_Input:_

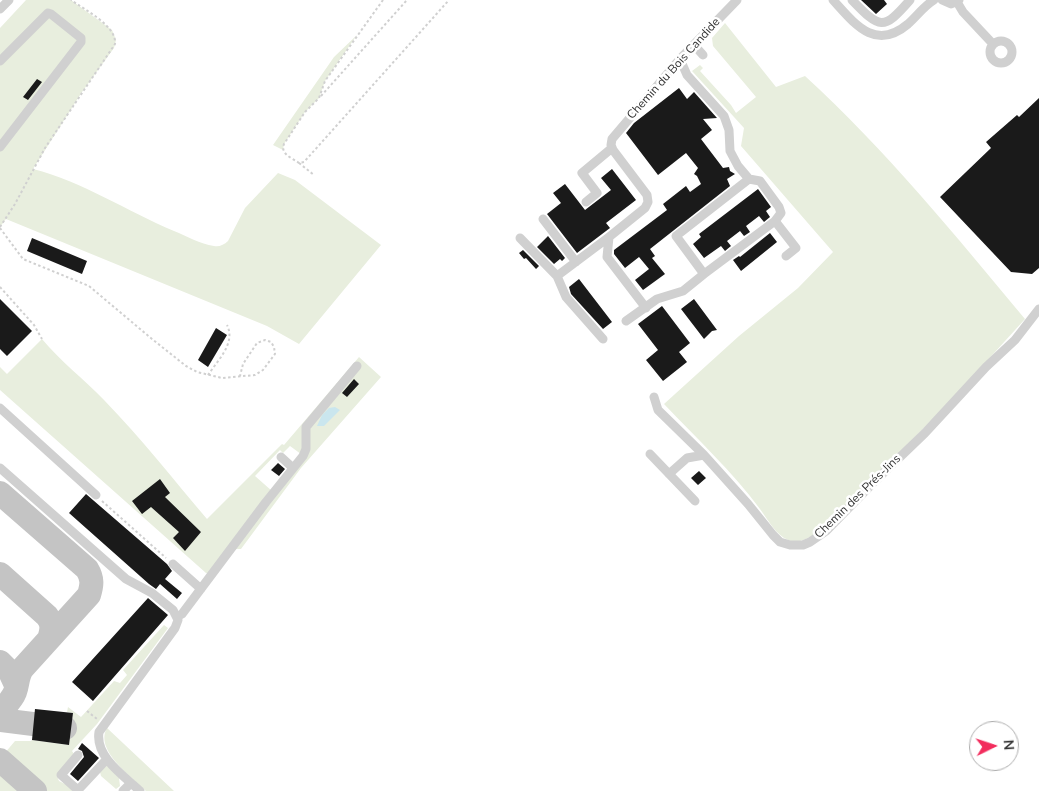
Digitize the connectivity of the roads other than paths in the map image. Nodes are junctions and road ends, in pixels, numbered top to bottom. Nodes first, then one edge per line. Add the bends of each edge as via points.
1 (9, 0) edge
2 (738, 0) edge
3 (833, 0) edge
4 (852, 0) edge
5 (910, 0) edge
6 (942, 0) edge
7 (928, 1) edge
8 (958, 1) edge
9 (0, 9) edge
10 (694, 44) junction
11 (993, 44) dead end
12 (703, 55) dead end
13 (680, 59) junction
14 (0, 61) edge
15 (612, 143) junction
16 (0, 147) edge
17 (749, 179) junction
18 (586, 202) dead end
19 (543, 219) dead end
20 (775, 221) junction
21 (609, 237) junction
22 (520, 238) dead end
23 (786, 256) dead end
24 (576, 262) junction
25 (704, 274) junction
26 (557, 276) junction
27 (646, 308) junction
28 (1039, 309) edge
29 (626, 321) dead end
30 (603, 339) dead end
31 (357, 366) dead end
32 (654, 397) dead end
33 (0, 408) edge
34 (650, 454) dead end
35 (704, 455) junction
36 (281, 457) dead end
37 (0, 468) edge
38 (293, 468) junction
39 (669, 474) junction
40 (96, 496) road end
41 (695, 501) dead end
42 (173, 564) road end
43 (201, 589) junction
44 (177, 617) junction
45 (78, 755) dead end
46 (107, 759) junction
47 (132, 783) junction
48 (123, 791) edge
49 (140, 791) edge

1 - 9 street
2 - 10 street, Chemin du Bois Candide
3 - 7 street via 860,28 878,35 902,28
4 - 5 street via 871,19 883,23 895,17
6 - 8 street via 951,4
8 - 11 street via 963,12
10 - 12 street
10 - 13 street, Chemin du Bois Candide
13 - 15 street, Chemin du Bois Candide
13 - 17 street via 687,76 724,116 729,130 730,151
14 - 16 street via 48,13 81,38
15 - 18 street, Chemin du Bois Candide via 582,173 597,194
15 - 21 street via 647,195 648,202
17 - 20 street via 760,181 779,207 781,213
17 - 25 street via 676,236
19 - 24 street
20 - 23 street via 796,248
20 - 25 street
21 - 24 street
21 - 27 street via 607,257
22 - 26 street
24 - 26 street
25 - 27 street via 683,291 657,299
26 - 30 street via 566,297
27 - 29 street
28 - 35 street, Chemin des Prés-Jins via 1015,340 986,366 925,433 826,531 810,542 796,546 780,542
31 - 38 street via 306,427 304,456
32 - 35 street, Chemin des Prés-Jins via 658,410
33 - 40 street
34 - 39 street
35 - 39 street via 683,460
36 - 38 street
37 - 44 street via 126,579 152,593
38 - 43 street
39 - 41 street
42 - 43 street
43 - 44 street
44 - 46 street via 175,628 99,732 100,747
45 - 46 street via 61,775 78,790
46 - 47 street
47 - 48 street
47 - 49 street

--

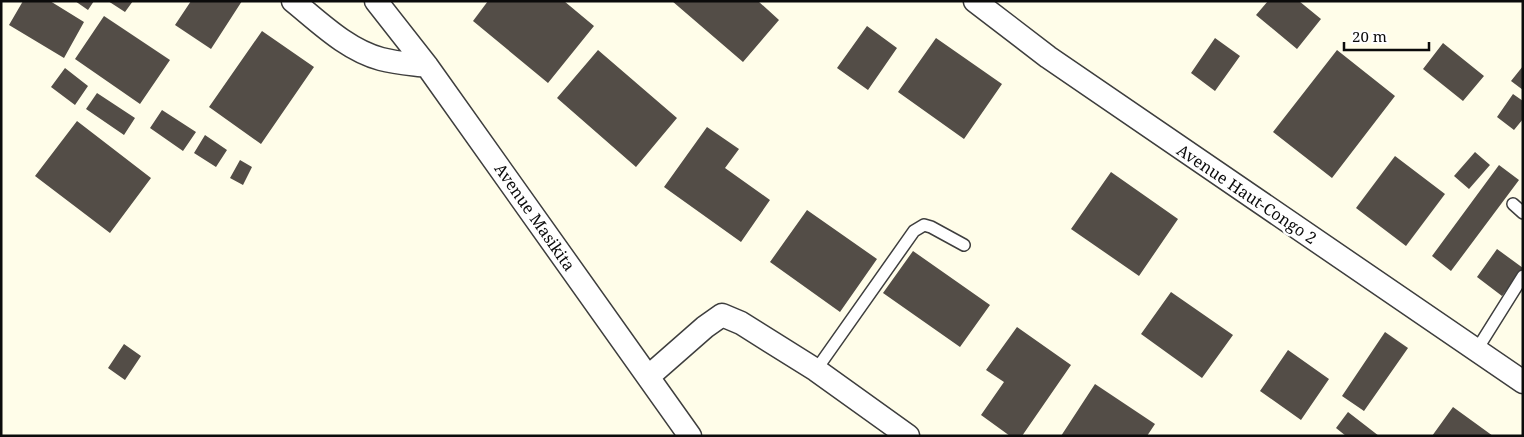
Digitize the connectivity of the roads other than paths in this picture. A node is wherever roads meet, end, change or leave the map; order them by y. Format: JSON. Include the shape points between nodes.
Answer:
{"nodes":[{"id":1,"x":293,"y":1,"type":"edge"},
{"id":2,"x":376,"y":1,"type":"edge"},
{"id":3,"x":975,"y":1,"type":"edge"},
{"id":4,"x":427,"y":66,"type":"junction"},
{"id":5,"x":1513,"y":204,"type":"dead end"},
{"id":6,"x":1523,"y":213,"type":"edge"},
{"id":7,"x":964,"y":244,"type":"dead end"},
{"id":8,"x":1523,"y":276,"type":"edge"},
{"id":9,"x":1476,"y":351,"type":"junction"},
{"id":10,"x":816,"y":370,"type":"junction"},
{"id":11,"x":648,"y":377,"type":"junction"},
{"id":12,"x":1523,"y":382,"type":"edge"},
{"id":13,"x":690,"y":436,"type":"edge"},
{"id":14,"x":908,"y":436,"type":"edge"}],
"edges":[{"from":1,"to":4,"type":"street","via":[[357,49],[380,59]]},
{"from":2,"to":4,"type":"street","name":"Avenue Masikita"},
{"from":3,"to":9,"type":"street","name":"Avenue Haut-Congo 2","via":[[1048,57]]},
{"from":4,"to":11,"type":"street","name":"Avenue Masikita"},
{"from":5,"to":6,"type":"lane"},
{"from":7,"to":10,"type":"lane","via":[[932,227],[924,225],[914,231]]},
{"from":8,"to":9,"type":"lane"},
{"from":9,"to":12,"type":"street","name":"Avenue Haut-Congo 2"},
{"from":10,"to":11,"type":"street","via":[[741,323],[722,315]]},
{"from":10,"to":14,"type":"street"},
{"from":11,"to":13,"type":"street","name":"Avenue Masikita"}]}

_Exercise:_ Within the entries, find each line holding the string "from". Reply with how many there are, as a number alone.

_Output of the exercise:_ 11